Another season passed since I have sat at this computer and written about the farm. Ha, I knew better than to think otherwise. It was a good growing season. Some highlights:
Our crew of Sarah with her twins, and Tasha watching 4 kids, was busy, fun, alive, and really hilarious. Amazingly enough Sarah, who was my main help and came 2-3 days a week for a few months, shares March 16 with me as our Birthday!
So needless to say we sorta understood each other and had good times. Too short, as it seems to always be, and when the crew was ready to move on to school in mid-August it all went to pot. We had been doing really good on keeping up with harvest, making it to market, really pushing it. Not to mention it was a GOOD raspberry season with a tolerable amount of wasp damage, but not over the threshold!

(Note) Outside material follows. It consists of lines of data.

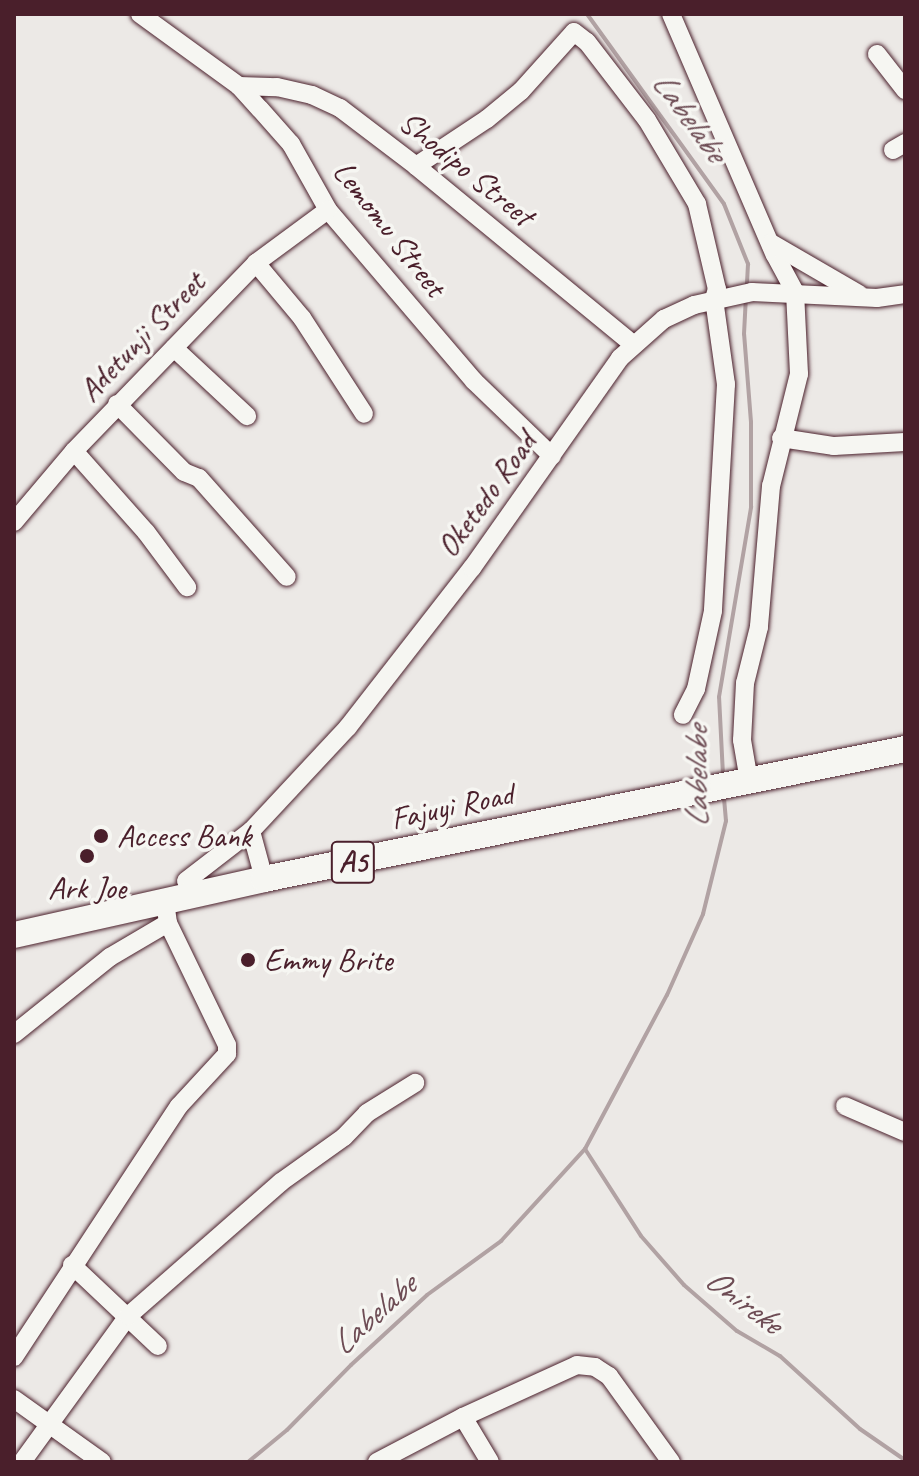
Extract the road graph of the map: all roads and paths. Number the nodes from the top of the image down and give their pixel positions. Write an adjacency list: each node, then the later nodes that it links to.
1 (140, 14): 4 (street, Lemomu Street)
2 (671, 14): 8 (street)
3 (877, 54): 5 (street)
4 (239, 86): 6 (street, Shodipo Street); 7 (street, Lemomu Street)
5 (905, 90)
6 (416, 166): 14 (street); 15 (street, Shodipo Street)
7 (328, 210): 9 (street, Adetunji Street); 23 (street, Lemomu Street)
8 (773, 249): 10 (street); 11 (street); 13 (street)
9 (256, 263): 16 (street, Adetunji Street); 18 (street)
10 (756, 292): 11 (street, Oketedo Road); 14 (street, Oketedo Road)
11 (795, 292): 13 (street, Oketedo Road); 20 (street)
12 (905, 294): 13 (street, Oketedo Road)
13 (865, 297)
14 (718, 298): 15 (street, Oketedo Road); 27 (street)
15 (634, 345): 23 (street, Oketedo Road)
16 (174, 348): 17 (street, Adetunji Street); 19 (street)
17 (117, 404): 22 (street, Adetunji Street); 25 (street)
18 (364, 414)
19 (247, 416)
20 (781, 438): 21 (street); 30 (street)
21 (905, 442)
22 (74, 451): 24 (street, Adetunji Street); 26 (street)
23 (552, 456): 31 (street, Oketedo Road)
24 (14, 522)
25 (287, 577)
26 (187, 587)
27 (683, 715)
28 (905, 734): 30 (highway, Fajuyi Road / A5)
29 (905, 749): 30 (highway, Fajuyi Road / A5)
30 (741, 774): 32 (highway, Fajuyi Road / A5)
31 (251, 831): 32 (street); 33 (street, Oketedo Road)
32 (262, 873): 33 (highway, Fajuyi Road / A5); 34 (highway, Fajuyi Road / A5)
33 (186, 881): 35 (highway, Fajuyi Road / A5)
34 (167, 912): 36 (highway, Fajuyi Road / A5); 37 (street); 41 (street)
35 (14, 919)
36 (14, 935)
37 (14, 1034)
38 (415, 1083): 42 (street)
39 (845, 1106): 40 (street)
40 (905, 1132)
41 (72, 1265): 42 (street); 44 (street)
42 (128, 1316): 43 (street); 47 (street)
43 (158, 1346)
44 (14, 1357)
45 (14, 1399): 47 (street)
46 (463, 1417): 50 (street); 51 (street); 52 (street)
47 (49, 1427): 48 (street); 49 (street)
48 (22, 1462)
49 (102, 1462)
50 (377, 1462)
51 (490, 1462)
52 (671, 1462)

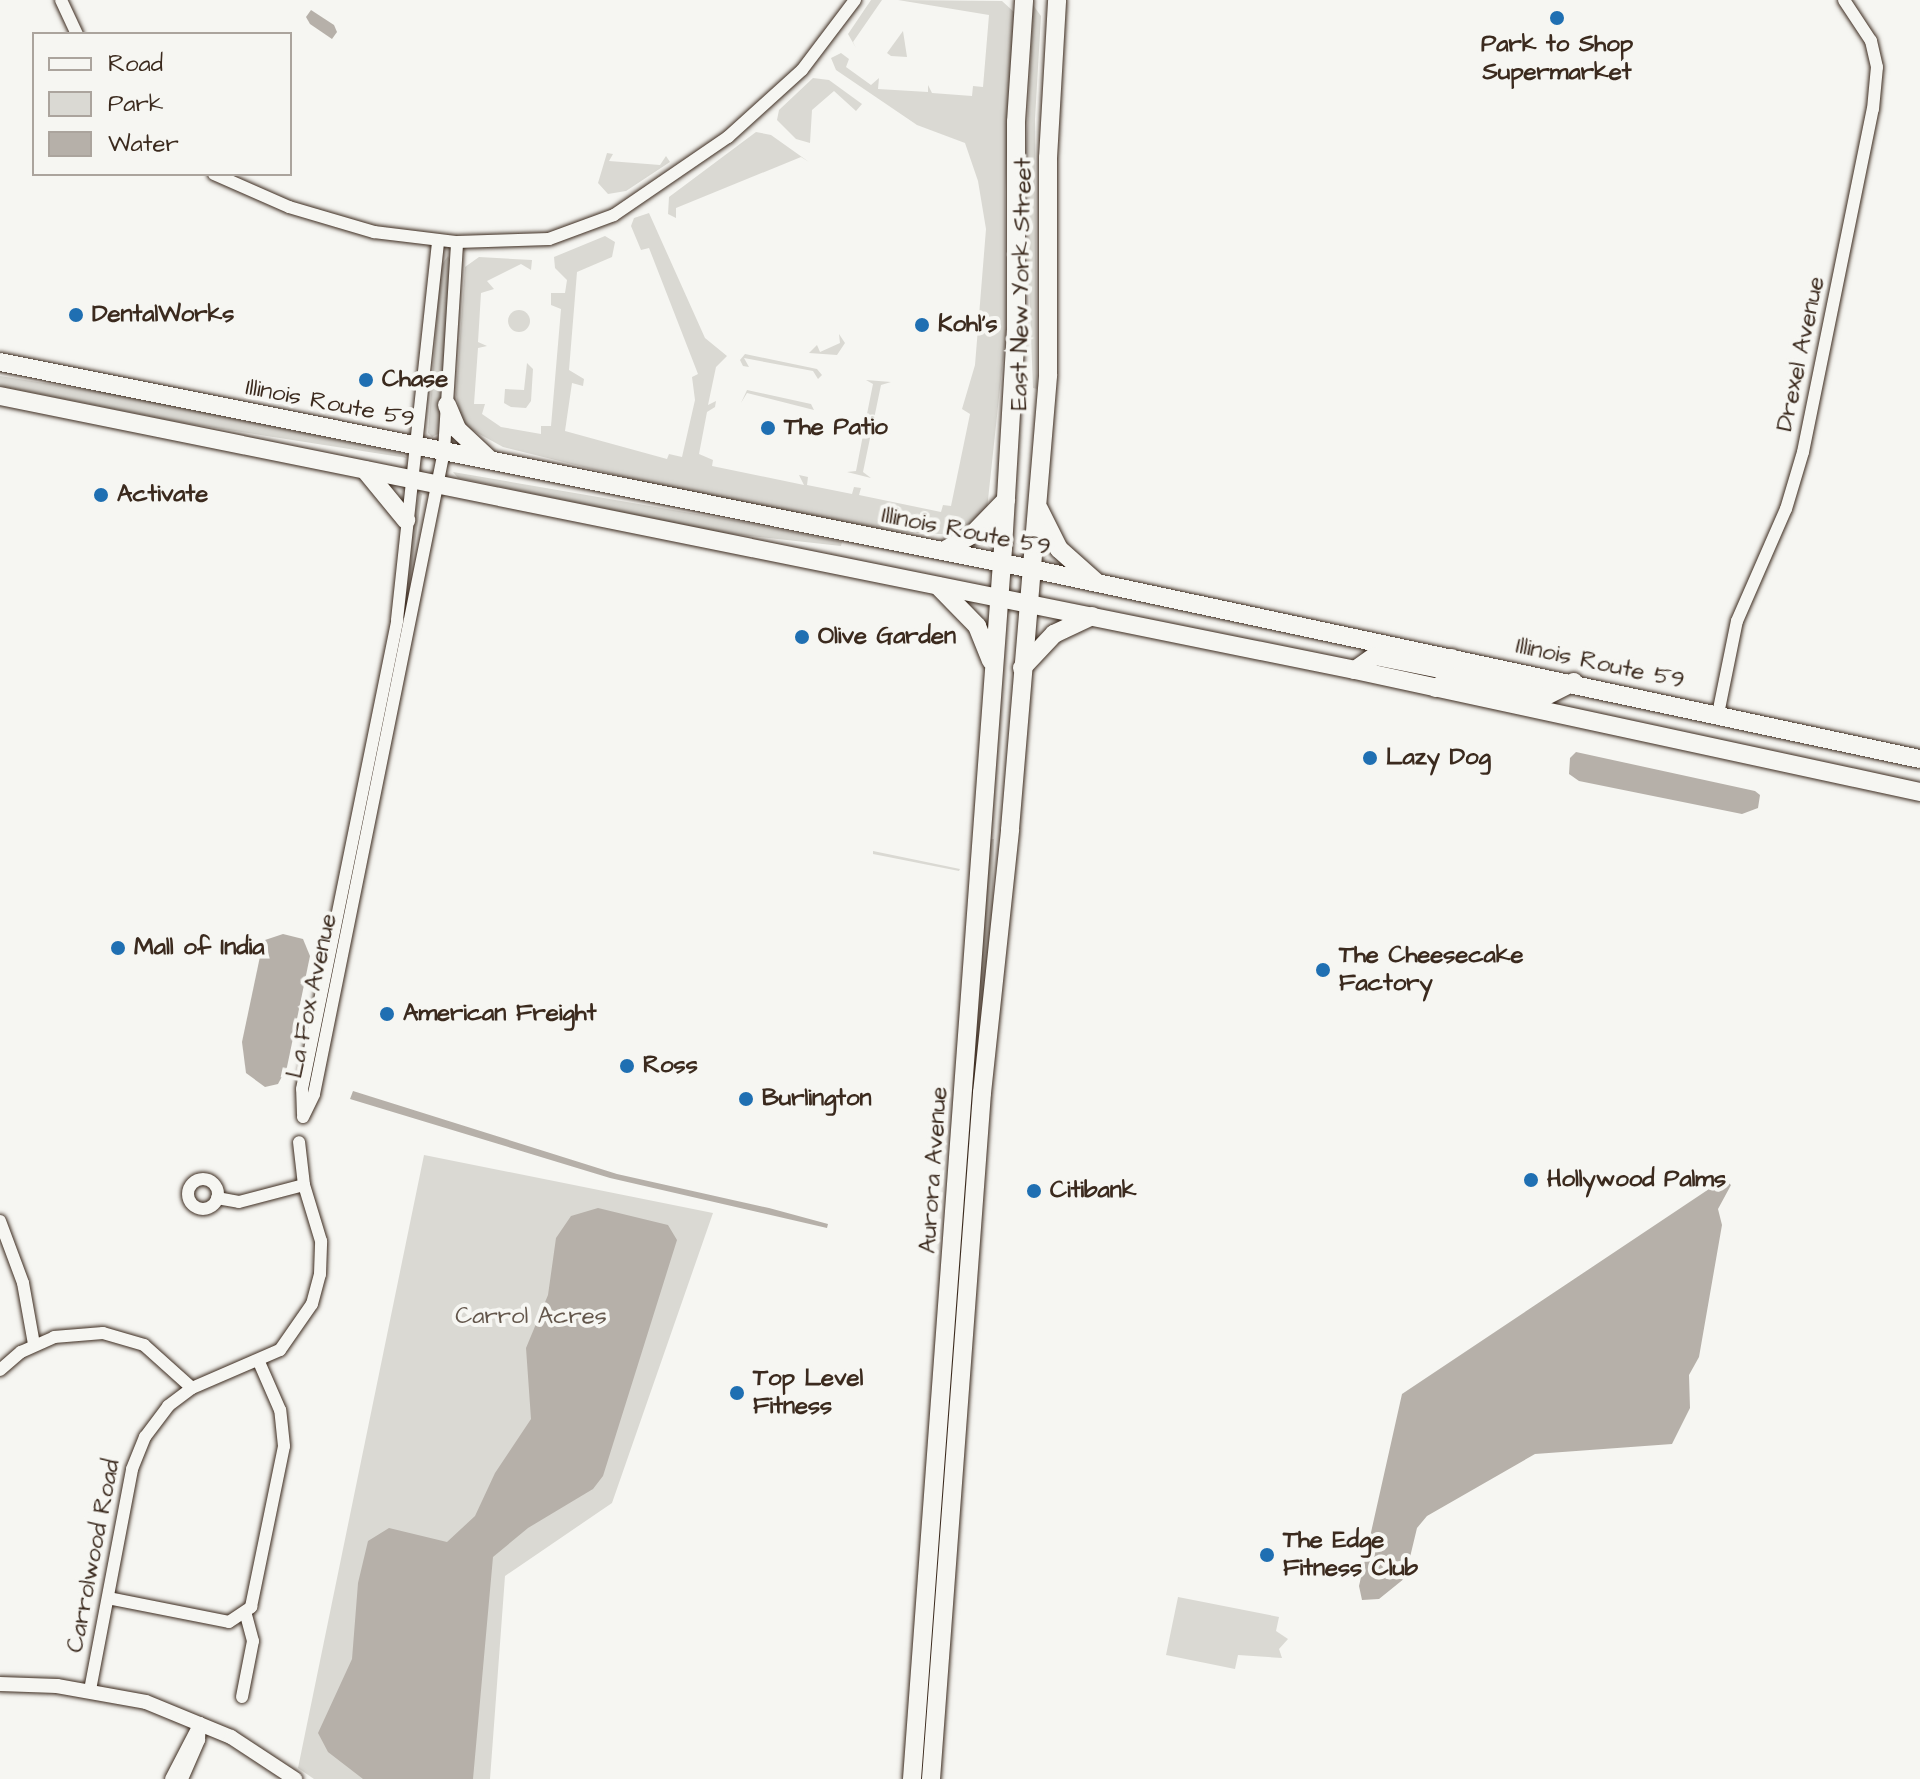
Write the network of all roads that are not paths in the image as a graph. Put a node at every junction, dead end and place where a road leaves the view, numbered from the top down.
1 (61, 0) edge
2 (855, 0) edge
3 (1024, 0) edge
4 (1057, 0) edge
5 (1844, 0) edge
6 (76, 32) edge
7 (219, 176) edge
8 (438, 241) junction
9 (457, 242) junction
10 (0, 362) edge
11 (0, 396) edge
12 (447, 405) junction
13 (420, 447) junction
14 (444, 451) junction
15 (493, 461) junction
16 (365, 470) junction
17 (414, 480) junction
18 (437, 485) junction
19 (1006, 500) junction
20 (1037, 506) junction
21 (406, 520) junction
22 (943, 551) junction
23 (1002, 563) junction
24 (1032, 569) junction
25 (1099, 584) junction
26 (938, 586) junction
27 (998, 598) junction
28 (1030, 604) junction
29 (1092, 616) junction
30 (1452, 658) junction
31 (993, 663) junction
32 (1022, 668) junction
33 (1355, 670) junction
34 (1574, 682) junction
35 (1436, 688) junction
36 (1718, 714) junction
37 (1920, 759) edge
38 (1920, 792) edge
39 (299, 1142) dead end
40 (304, 1185) junction
41 (217, 1198) dead end
42 (0, 1221) edge
43 (34, 1344) junction
44 (259, 1362) junction
45 (0, 1370) edge
46 (192, 1388) junction
47 (108, 1598) junction
48 (246, 1614) junction
49 (0, 1684) edge
50 (90, 1690) junction
51 (242, 1697) dead end
52 (200, 1723) junction
53 (171, 1779) edge
54 (182, 1779) edge
55 (295, 1779) edge
56 (912, 1779) edge
57 (931, 1779) edge

1 - 6 street
2 - 9 street
3 - 19 main road, East New York Street
4 - 20 main road, East New York Street
5 - 36 street, Drexel Avenue
7 - 8 street
8 - 9 street
8 - 13 street, La Fox Avenue
9 - 12 street, La Fox Avenue
10 - 13 main road, Illinois Route 59
11 - 16 main road
12 - 14 street, La Fox Avenue
12 - 15 main road
13 - 14 main road, Illinois Route 59
13 - 17 street, La Fox Avenue
14 - 15 main road, Illinois Route 59
14 - 18 street, La Fox Avenue
15 - 22 main road, Illinois Route 59
16 - 17 main road
16 - 21 main road
17 - 18 main road
17 - 21 street, La Fox Avenue
18 - 21 street, La Fox Avenue
18 - 26 main road
19 - 22 main road
19 - 23 main road, East New York Street
20 - 24 main road, East New York Street
20 - 25 main road
22 - 23 main road, Illinois Route 59
23 - 24 main road, Illinois Route 59
23 - 27 main road, Aurora Avenue
24 - 25 main road, Illinois Route 59
24 - 28 main road, Aurora Avenue
25 - 30 main road, Illinois Route 59
26 - 27 main road
26 - 31 main road
27 - 28 main road
27 - 31 main road, Aurora Avenue
28 - 29 main road
28 - 32 main road, Aurora Avenue
29 - 32 main road
29 - 33 main road
30 - 33 main road
30 - 34 main road, Illinois Route 59
31 - 56 main road, Aurora Avenue
32 - 57 main road, Aurora Avenue
33 - 35 main road
34 - 35 main road
34 - 36 main road, Illinois Route 59
35 - 38 main road
36 - 37 main road, Illinois Route 59
39 - 40 street, Carrolwood Road
40 - 41 street
40 - 44 street, Carrolwood Road
42 - 43 street
43 - 45 street
43 - 46 street
44 - 46 street, Carrolwood Road
44 - 48 street
46 - 47 street, Carrolwood Road
47 - 48 street
47 - 50 street, Carrolwood Road
48 - 51 street
49 - 50 street
50 - 52 street
52 - 53 street
52 - 54 street
52 - 55 street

Then all of a sudden, two weeks after the last work day with a crew, the buttery and delicious silver slicer cukes turned into swollen fruits reminiscent of baby body parts. The beans were tough and tip gnawed by mice. The statice over bloomed and laying in the path. Ug. Then the smoke arrived and it became hazardous to one’s health to go outside. It was disturbing but I had to let go of market, salvage the garlic planting, and cleanup and harvest remaining crops the best I could. Then school began for Leo, and I couldn’t justify being away all day Saturday and miss one of two precious days with him. Life shifted and the farm came to a new place in my mind. A place that can handle being on hold. Even if there are carrots still in the ground. Even if it keeps the deer hanging around.
Ah shucks. It turns out I am not really a farmer. A farmer has to dig the last carrot (and never by hand, real farmers harvest carrots mechanically), even when that farmer feels like they can’t. Real farmers have crop commitments pre-selling their produce and know exactly how many 2 lb. bags of carrots come out of a 100 foot bed. Real farmers have fences around their fields, gadgets and rigged cultivators buried in grass, and usually, not always (so forgive me friends if you are the exception, i love you), but usually, a handy Man on the place.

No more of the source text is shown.